# Exercise objective:
I would like each line of the data that holds the word "nodes" copied out.

# Dataset:
========================================

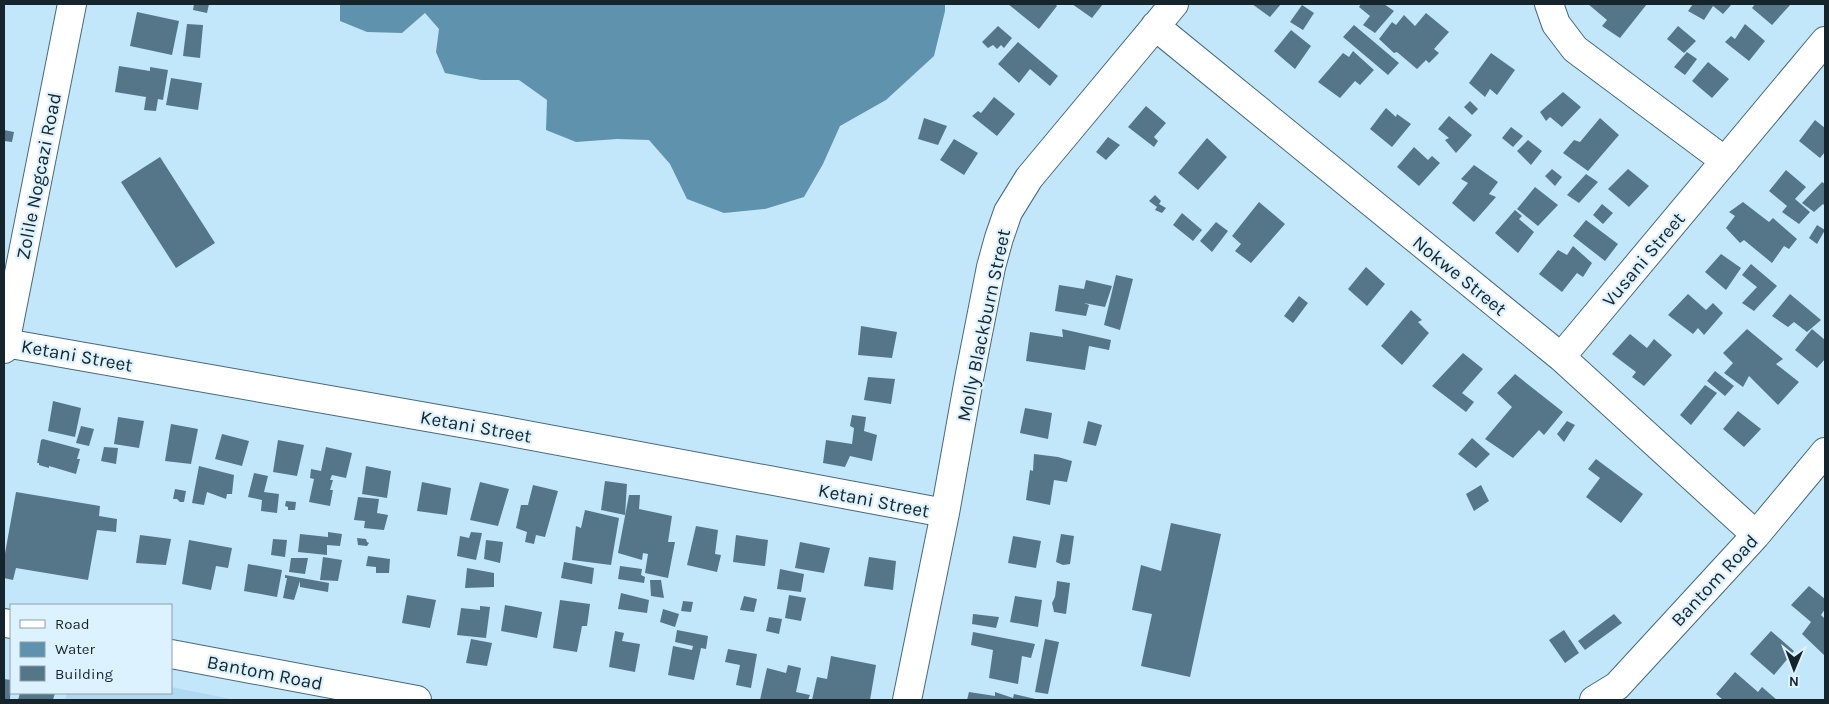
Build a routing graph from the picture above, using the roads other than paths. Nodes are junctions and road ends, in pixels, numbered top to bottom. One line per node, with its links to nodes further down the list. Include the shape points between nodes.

========================================

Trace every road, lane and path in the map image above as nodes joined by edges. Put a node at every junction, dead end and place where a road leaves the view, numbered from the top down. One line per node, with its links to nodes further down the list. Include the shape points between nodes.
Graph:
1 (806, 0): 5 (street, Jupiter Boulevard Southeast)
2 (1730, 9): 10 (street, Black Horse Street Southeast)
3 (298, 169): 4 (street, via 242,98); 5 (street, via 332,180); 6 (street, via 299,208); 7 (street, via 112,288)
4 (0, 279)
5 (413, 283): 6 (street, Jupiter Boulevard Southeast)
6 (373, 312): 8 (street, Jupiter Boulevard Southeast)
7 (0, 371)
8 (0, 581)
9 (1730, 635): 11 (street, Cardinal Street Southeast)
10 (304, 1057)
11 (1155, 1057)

========================================

# Result for this exercise:
Build a routing graph from the picture above, using the roads other than paths. Nodes are junctions and road ends, in pixels, numbered top to bottom. One line per node, with its links to nodes further down the list. Include the shape points between nodes.
Trace every road, lane and path in the map image above as nodes joined by edges. Put a node at every junction, dead end and place where a road leaves the view, numbered from the top down. One line per node, with its links to nodes further down the list. Include the shape points between nodes.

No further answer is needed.